• EXERCISE
Where does the word "view" show up in the records? Copy every line that has it.

• SOURCE MATERIAL
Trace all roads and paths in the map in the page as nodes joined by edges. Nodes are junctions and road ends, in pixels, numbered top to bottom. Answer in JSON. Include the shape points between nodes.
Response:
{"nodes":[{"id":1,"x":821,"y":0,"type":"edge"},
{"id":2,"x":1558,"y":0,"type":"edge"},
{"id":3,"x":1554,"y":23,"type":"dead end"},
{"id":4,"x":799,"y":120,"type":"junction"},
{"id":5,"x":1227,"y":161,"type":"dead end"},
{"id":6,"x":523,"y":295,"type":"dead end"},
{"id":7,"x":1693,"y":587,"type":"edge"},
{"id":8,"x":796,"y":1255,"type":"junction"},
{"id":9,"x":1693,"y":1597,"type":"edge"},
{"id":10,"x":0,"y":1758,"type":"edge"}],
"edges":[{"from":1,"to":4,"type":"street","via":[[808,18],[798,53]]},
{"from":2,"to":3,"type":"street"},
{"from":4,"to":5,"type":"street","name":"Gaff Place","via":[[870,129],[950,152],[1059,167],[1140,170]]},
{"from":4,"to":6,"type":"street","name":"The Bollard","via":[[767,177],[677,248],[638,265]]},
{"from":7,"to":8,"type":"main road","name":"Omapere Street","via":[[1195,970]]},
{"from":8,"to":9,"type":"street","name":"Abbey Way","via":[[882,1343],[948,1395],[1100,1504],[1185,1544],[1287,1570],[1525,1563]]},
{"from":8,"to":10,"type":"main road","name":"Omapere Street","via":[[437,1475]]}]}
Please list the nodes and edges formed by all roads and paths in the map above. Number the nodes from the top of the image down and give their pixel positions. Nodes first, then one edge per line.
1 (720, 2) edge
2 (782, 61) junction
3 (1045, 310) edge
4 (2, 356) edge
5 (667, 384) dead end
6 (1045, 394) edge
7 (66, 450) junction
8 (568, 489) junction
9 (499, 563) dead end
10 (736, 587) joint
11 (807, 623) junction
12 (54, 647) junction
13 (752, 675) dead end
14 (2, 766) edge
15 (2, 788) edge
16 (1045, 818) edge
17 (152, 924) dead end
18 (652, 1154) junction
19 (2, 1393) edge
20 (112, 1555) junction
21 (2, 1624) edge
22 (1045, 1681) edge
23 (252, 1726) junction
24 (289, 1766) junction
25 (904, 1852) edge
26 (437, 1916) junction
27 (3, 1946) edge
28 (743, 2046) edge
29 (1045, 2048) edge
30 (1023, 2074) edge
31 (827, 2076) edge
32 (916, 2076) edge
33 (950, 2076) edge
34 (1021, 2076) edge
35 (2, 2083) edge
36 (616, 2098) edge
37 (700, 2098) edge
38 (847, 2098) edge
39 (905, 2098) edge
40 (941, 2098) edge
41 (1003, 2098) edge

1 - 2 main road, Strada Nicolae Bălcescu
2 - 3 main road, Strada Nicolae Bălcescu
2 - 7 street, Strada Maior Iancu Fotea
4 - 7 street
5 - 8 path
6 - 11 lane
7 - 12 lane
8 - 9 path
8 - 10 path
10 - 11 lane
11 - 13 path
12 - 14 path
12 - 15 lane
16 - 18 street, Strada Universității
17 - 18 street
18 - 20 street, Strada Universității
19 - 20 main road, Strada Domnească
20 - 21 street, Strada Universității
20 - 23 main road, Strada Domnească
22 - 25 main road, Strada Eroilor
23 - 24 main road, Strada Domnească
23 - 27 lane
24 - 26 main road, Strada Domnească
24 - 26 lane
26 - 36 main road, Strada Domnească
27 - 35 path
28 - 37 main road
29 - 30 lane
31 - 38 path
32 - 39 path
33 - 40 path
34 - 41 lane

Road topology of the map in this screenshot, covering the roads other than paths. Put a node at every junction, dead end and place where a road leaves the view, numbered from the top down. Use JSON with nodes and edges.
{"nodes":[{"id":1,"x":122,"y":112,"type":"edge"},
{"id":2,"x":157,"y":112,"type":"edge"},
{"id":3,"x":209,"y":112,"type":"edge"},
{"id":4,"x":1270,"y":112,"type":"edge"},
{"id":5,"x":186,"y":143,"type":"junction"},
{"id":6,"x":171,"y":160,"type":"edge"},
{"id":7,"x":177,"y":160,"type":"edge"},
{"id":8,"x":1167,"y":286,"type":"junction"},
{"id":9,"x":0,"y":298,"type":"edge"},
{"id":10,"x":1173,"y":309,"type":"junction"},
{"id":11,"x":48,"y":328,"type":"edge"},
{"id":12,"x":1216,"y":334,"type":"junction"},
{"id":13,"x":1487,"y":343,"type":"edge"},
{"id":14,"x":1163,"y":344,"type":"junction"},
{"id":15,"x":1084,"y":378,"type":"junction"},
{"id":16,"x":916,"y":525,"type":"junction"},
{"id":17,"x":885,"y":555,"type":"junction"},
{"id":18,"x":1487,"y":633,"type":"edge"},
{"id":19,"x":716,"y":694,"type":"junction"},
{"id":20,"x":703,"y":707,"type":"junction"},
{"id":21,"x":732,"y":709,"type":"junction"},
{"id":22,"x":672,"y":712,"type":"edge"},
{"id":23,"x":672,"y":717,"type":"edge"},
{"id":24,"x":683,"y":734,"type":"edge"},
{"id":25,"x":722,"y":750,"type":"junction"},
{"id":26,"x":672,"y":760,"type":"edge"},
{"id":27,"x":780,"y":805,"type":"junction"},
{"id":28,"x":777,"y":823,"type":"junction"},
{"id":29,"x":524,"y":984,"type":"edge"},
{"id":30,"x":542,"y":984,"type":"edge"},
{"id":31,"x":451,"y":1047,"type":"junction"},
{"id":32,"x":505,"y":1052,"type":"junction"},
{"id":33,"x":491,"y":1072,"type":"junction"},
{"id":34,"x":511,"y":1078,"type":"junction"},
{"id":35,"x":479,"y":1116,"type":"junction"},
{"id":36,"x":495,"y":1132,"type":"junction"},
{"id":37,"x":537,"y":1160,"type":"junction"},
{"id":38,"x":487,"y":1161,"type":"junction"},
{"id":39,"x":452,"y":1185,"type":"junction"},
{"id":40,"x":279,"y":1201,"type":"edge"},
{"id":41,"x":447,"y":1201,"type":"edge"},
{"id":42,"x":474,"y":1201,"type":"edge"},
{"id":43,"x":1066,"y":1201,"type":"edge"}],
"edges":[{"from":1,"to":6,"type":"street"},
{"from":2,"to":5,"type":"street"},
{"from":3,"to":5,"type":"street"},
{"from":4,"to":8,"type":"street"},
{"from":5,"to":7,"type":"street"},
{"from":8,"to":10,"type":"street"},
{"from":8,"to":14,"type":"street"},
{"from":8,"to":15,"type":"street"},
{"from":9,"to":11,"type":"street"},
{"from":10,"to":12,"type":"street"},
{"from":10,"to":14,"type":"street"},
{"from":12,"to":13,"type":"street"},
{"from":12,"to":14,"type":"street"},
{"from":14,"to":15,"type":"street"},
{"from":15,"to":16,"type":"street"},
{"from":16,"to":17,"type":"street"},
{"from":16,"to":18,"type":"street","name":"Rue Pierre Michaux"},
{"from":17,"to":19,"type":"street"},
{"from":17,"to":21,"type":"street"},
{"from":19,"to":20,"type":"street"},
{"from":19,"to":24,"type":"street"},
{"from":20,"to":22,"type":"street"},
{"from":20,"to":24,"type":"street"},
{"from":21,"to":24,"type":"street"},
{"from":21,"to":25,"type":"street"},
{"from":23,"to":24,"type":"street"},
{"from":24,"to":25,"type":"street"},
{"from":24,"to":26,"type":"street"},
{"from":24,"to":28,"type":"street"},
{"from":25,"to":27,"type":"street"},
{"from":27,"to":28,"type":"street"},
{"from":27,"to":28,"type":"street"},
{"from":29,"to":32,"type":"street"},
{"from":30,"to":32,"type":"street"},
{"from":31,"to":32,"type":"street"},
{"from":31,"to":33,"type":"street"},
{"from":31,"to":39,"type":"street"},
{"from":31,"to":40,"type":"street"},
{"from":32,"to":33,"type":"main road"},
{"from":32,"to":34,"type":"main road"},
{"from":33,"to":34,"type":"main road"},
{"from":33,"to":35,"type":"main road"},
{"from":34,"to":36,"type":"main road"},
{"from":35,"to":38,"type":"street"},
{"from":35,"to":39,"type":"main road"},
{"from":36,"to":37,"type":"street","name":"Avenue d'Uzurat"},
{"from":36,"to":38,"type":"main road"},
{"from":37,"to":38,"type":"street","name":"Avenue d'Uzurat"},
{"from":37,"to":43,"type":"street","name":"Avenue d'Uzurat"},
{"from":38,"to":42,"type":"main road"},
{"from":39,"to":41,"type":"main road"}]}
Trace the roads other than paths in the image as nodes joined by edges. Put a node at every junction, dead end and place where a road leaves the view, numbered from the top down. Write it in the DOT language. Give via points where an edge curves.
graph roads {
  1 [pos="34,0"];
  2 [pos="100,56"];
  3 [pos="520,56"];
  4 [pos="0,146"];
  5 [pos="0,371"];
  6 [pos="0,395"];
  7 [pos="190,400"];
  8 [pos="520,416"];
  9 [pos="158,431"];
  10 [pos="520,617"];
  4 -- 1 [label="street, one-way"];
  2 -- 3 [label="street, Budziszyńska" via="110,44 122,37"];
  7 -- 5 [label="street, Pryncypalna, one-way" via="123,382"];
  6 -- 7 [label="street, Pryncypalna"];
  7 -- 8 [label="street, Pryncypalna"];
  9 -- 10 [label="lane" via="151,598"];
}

• SOLUTION TO THE EXERCISE
Road topology of the map in this screenshot, covering the roads other than paths. Put a node at every junction, dead end and place where a road leaves the view, numbered from the top down. Use JSON with nodes and edges.
Trace the roads other than paths in the image as nodes joined by edges. Put a node at every junction, dead end and place where a road leaves the view, numbered from the top down. Write it in the DOT language. Give via points where an edge curves.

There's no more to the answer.